- [Goal of the exercise]: Leave every picture out, and print the full listing again exactly.
○ ○ ○ ○
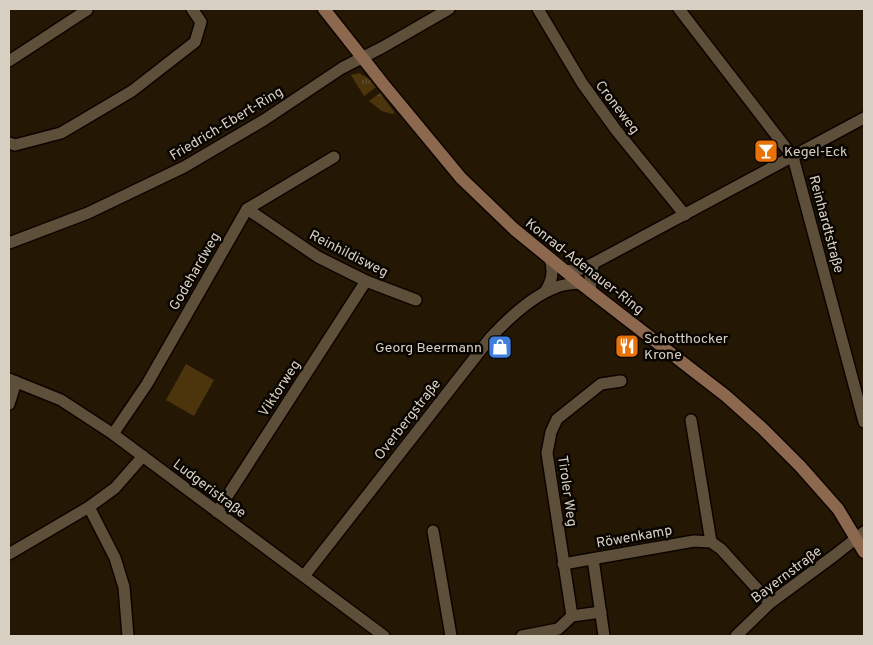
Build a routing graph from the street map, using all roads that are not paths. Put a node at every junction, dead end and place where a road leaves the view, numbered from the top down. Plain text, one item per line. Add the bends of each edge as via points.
1 (192, 9) edge
2 (324, 9) edge
3 (449, 9) edge
4 (538, 9) edge
5 (679, 9) edge
6 (87, 10) edge
7 (363, 57) junction
8 (9, 61) edge
9 (864, 118) edge
10 (9, 143) edge
11 (334, 157) dead end
12 (793, 157) junction
13 (247, 209) junction
14 (685, 215) junction
15 (9, 243) edge
16 (550, 259) junction
17 (594, 264) junction
18 (565, 271) junction
19 (366, 281) junction
20 (580, 283) junction
21 (545, 292) junction
22 (591, 292) junction
23 (416, 300) dead end
24 (12, 380) edge
25 (621, 381) dead end
26 (9, 404) edge
27 (691, 420) dead end
28 (864, 422) edge
29 (114, 434) junction
30 (143, 456) junction
31 (89, 507) junction
32 (217, 512) junction
33 (433, 531) dead end
34 (860, 535) edge
35 (711, 542) junction
36 (864, 552) edge
37 (9, 554) edge
38 (593, 559) junction
39 (563, 564) junction
40 (304, 576) junction
41 (770, 603) junction
42 (601, 612) junction
43 (572, 616) junction
44 (128, 636) edge
45 (384, 636) edge
46 (451, 636) edge
47 (522, 636) edge
48 (604, 636) edge
49 (736, 636) edge

1 - 10 street via 201,22 195,42 132,91 61,133 15,145
2 - 7 main road, Konrad-Adenauer-Ring
3 - 7 street, Friedrich-Ebert-Ring
4 - 14 street, Croneweg via 616,130
5 - 12 street, Reinhardtstraße
6 - 8 street
7 - 15 street, Friedrich-Ebert-Ring via 184,167 97,209
7 - 16 main road, Konrad-Adenauer-Ring via 461,178
9 - 12 street
11 - 13 street, Godehardweg
12 - 14 street
12 - 28 street, Reinhardtstraße
13 - 19 street, Reinhildisweg via 318,257
13 - 29 street, Godehardweg via 146,387
14 - 17 street
16 - 18 main road, Konrad-Adenauer-Ring
16 - 21 street via 553,274
17 - 18 street
17 - 22 street via 590,277
18 - 20 main road, Konrad-Adenauer-Ring
19 - 23 street, Reinhildisweg
19 - 32 street, Viktorweg
20 - 21 street, Overbergstraße via 565,284
20 - 22 main road, Konrad-Adenauer-Ring
21 - 40 street, Overbergstraße via 510,317 491,337
22 - 34 main road, Konrad-Adenauer-Ring via 726,396 763,429
24 - 26 street
24 - 29 street, Ludgeristraße via 61,400
25 - 39 street, Tiroler Weg via 601,384 557,419 551,432 547,453
27 - 35 street
29 - 30 street, Ludgeristraße
30 - 31 street via 115,488
30 - 32 street, Ludgeristraße
31 - 37 street
31 - 44 street via 115,558 124,587
32 - 40 street, Ludgeristraße
33 - 46 street
34 - 36 main road, Konrad-Adenauer-Ring
34 - 41 street, Bayernstraße
35 - 38 street, Röwenkamp via 694,541
35 - 41 street
38 - 39 street, Röwenkamp
38 - 42 street
39 - 43 street, Tiroler Weg
40 - 45 street, Ludgeristraße
41 - 49 street, Bayernstraße
42 - 43 street
42 - 48 street
43 - 47 street via 558,629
○ ○ ○ ○
- [Solution for this problem]:
Build a routing graph from the street map, using all roads that are not paths. Put a node at every junction, dead end and place where a road leaves the view, numbered from the top down. Plain text, one item per line. Add the bends of each edge as via points.
1 (192, 9) edge
2 (324, 9) edge
3 (449, 9) edge
4 (538, 9) edge
5 (679, 9) edge
6 (87, 10) edge
7 (363, 57) junction
8 (9, 61) edge
9 (864, 118) edge
10 (9, 143) edge
11 (334, 157) dead end
12 (793, 157) junction
13 (247, 209) junction
14 (685, 215) junction
15 (9, 243) edge
16 (550, 259) junction
17 (594, 264) junction
18 (565, 271) junction
19 (366, 281) junction
20 (580, 283) junction
21 (545, 292) junction
22 (591, 292) junction
23 (416, 300) dead end
24 (12, 380) edge
25 (621, 381) dead end
26 (9, 404) edge
27 (691, 420) dead end
28 (864, 422) edge
29 (114, 434) junction
30 (143, 456) junction
31 (89, 507) junction
32 (217, 512) junction
33 (433, 531) dead end
34 (860, 535) edge
35 (711, 542) junction
36 (864, 552) edge
37 (9, 554) edge
38 (593, 559) junction
39 (563, 564) junction
40 (304, 576) junction
41 (770, 603) junction
42 (601, 612) junction
43 (572, 616) junction
44 (128, 636) edge
45 (384, 636) edge
46 (451, 636) edge
47 (522, 636) edge
48 (604, 636) edge
49 (736, 636) edge

1 - 10 street via 201,22 195,42 132,91 61,133 15,145
2 - 7 main road, Konrad-Adenauer-Ring
3 - 7 street, Friedrich-Ebert-Ring
4 - 14 street, Croneweg via 616,130
5 - 12 street, Reinhardtstraße
6 - 8 street
7 - 15 street, Friedrich-Ebert-Ring via 184,167 97,209
7 - 16 main road, Konrad-Adenauer-Ring via 461,178
9 - 12 street
11 - 13 street, Godehardweg
12 - 14 street
12 - 28 street, Reinhardtstraße
13 - 19 street, Reinhildisweg via 318,257
13 - 29 street, Godehardweg via 146,387
14 - 17 street
16 - 18 main road, Konrad-Adenauer-Ring
16 - 21 street via 553,274
17 - 18 street
17 - 22 street via 590,277
18 - 20 main road, Konrad-Adenauer-Ring
19 - 23 street, Reinhildisweg
19 - 32 street, Viktorweg
20 - 21 street, Overbergstraße via 565,284
20 - 22 main road, Konrad-Adenauer-Ring
21 - 40 street, Overbergstraße via 510,317 491,337
22 - 34 main road, Konrad-Adenauer-Ring via 726,396 763,429
24 - 26 street
24 - 29 street, Ludgeristraße via 61,400
25 - 39 street, Tiroler Weg via 601,384 557,419 551,432 547,453
27 - 35 street
29 - 30 street, Ludgeristraße
30 - 31 street via 115,488
30 - 32 street, Ludgeristraße
31 - 37 street
31 - 44 street via 115,558 124,587
32 - 40 street, Ludgeristraße
33 - 46 street
34 - 36 main road, Konrad-Adenauer-Ring
34 - 41 street, Bayernstraße
35 - 38 street, Röwenkamp via 694,541
35 - 41 street
38 - 39 street, Röwenkamp
38 - 42 street
39 - 43 street, Tiroler Weg
40 - 45 street, Ludgeristraße
41 - 49 street, Bayernstraße
42 - 43 street
42 - 48 street
43 - 47 street via 558,629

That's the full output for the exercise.